DMCA: The Doxxing and Censorship Tool of Choice
This isn’t the first time that corporations have tried to use DMCA subpoenas to identify leakers. A Marvel Studios affiliate recently petitioned for DMCA subpoenas to force Reddit and Google to reveal information about someone who uploaded a film script to Google and posted about it on Reddit before the movie was released. DMCA claims also have a sordid history of being used in doxxing attempts. False DMCA claims can be filed to lure a targeted user to then file a counterclaim, which necessitates that they fill in their name and address, which in turn gets passed on to the original filer. At other times, the DMCA is used simply to censor content, whether to muzzle members of civil society or for reputation management.
No Subpoena Required?
GitHub has seemed all too willing to provide information about both its repository owners and its visitors, even without a subpoena. When the owner of another, unrelated repository recently asked GitHub to provide access logs of users who had visited it, GitHub appears to have readily complied, obscuring only the last octet of the visitor IP address, with the unredacted portion still potentially revealing information such as a user’s internet service provider and approximate location.

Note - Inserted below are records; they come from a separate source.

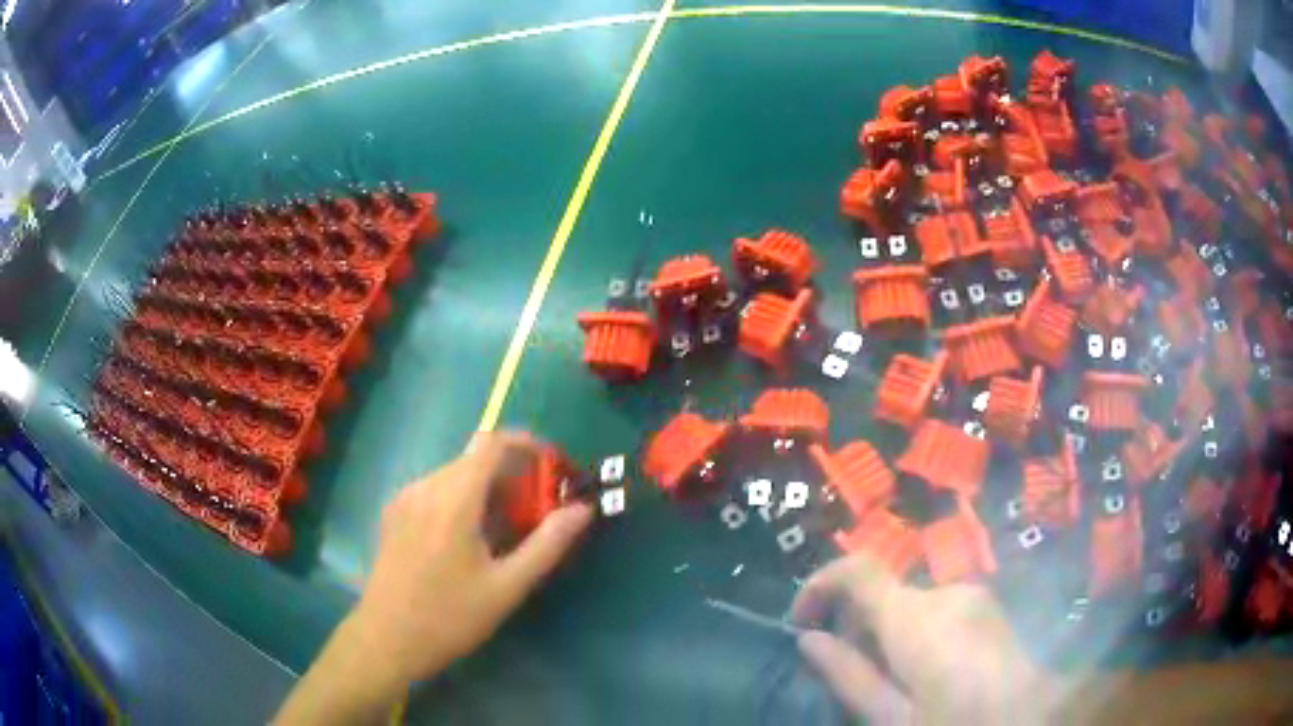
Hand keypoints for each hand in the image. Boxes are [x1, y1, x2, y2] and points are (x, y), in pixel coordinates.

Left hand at [353, 431, 593, 682]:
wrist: (387, 638)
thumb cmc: (450, 617)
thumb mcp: (507, 587)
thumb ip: (547, 544)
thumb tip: (582, 509)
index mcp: (453, 500)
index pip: (491, 443)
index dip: (526, 443)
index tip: (552, 466)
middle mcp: (425, 487)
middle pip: (474, 459)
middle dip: (511, 474)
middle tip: (536, 509)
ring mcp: (404, 498)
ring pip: (454, 474)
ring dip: (486, 488)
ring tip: (506, 529)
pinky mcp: (394, 513)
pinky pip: (435, 489)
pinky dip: (461, 498)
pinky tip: (469, 539)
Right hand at [791, 553, 1058, 723]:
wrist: (1032, 719)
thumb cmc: (956, 724)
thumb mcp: (892, 718)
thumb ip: (849, 675)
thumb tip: (809, 639)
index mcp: (917, 618)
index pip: (858, 570)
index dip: (820, 585)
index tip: (800, 622)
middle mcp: (946, 593)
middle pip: (883, 592)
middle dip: (855, 624)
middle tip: (847, 672)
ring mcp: (973, 596)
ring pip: (909, 603)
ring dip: (886, 632)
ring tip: (890, 680)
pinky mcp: (987, 605)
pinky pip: (936, 608)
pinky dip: (915, 631)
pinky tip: (925, 672)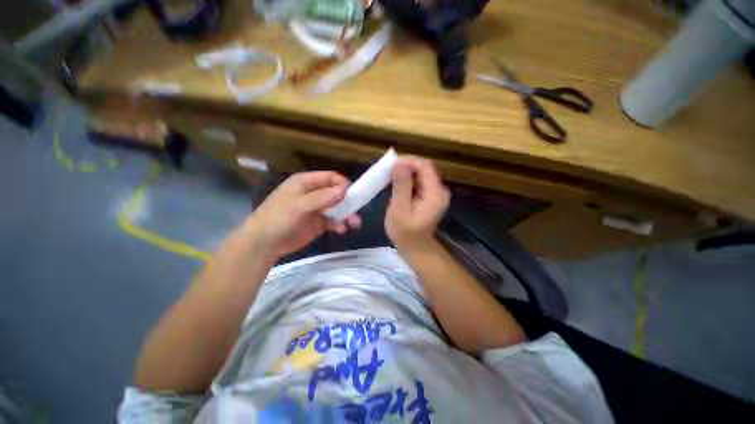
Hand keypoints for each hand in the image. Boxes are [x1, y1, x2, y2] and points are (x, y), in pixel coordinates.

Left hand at [247, 171, 360, 258]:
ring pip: (337, 207)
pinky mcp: (318, 223)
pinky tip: (341, 230)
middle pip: (336, 193)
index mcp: (306, 183)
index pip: (330, 178)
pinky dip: (339, 224)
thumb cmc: (278, 218)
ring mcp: (317, 209)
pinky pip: (333, 220)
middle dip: (348, 201)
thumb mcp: (298, 205)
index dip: (342, 184)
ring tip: (354, 223)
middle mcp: (314, 193)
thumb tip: (344, 190)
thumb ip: (321, 197)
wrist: (264, 244)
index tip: (352, 195)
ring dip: (347, 214)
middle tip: (356, 211)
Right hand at [385, 157, 449, 249]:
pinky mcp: (430, 196)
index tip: (390, 165)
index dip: (407, 161)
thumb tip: (399, 163)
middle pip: (424, 168)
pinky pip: (420, 181)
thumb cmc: (405, 233)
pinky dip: (408, 180)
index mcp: (435, 193)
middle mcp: (440, 190)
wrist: (416, 248)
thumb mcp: (399, 210)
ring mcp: (436, 193)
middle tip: (387, 171)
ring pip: (421, 173)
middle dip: (405, 166)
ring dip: (405, 172)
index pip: (424, 166)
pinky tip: (397, 184)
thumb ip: (401, 186)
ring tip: (389, 177)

There are also any number of public ways to extract user information from GitHub, such as email addresses associated with a particular GitHub account. Ironically, some scripts hosted on GitHub are designed to automate the exfiltration of a GitHub user’s email address. Once an email address is learned, the process of requesting a subpoena for further information about a particular user may be repeated in an attempt to obtain yet more sensitive data.
Musk’s Bag of Tricks
Aside from claiming to use watermarking methods to catch leakers, Musk’s other companies have also sought subpoenas to force service providers to reveal information about leakers. For instance, when Musk zeroed in on (and subsequently harassed) a suspected leaker who provided internal documents to a reporter about large amounts of waste being generated at Tesla’s “Gigafactory,” Tesla moved to subpoena Apple, AT&T, Dropbox, Facebook, Google, Microsoft, Open Whisper Systems (the organization formerly behind the secure messaging app Signal), and WhatsApp. The proposed subpoenas “commanded” their targets to preserve any information about the suspected leaker’s accounts, as well as all documents that the suspected leaker “has deleted from the foregoing accounts but that are still accessible by you.”
In addition to proposed subpoenas, Tesla has reportedly tried to identify leakers by reviewing surveillance footage to see who had been taking photos (the original Business Insider story that prompted the Tesla investigation mentioned that the source had provided images to corroborate their claims of waste at the factory). The company has also checked file access logs to see who had accessed data that was provided to the news outlet.
Following identification of the suspected leaker, Tesla reportedly engaged in an extensive surveillance campaign, including hacking the suspect’s phone; requesting that the suspect turn over their laptop for an “update” that was, in fact, a forensic audit; deploying a plainclothes security guard to monitor the suspect on the factory floor; and hiring private investigators to conduct further surveillance.
Takeaways for Leakers
Given the lax approach to divulging user information by service providers, coupled with the aggressive tactics employed by companies to reveal sources, the takeaway for would-be leakers is clear: Do not trust service providers to protect any information they may have about you. Websites may reveal information about the leaker, intentionally or not, and whether legally obligated or of their own accord. Leakers would do well to avoid using their home or other proximate internet connection and to further obfuscate it using tools such as the Tor Browser. Additionally, it’s best to ensure that any information required to set up a particular account, such as an email address or phone number, not be traceable to the leaker.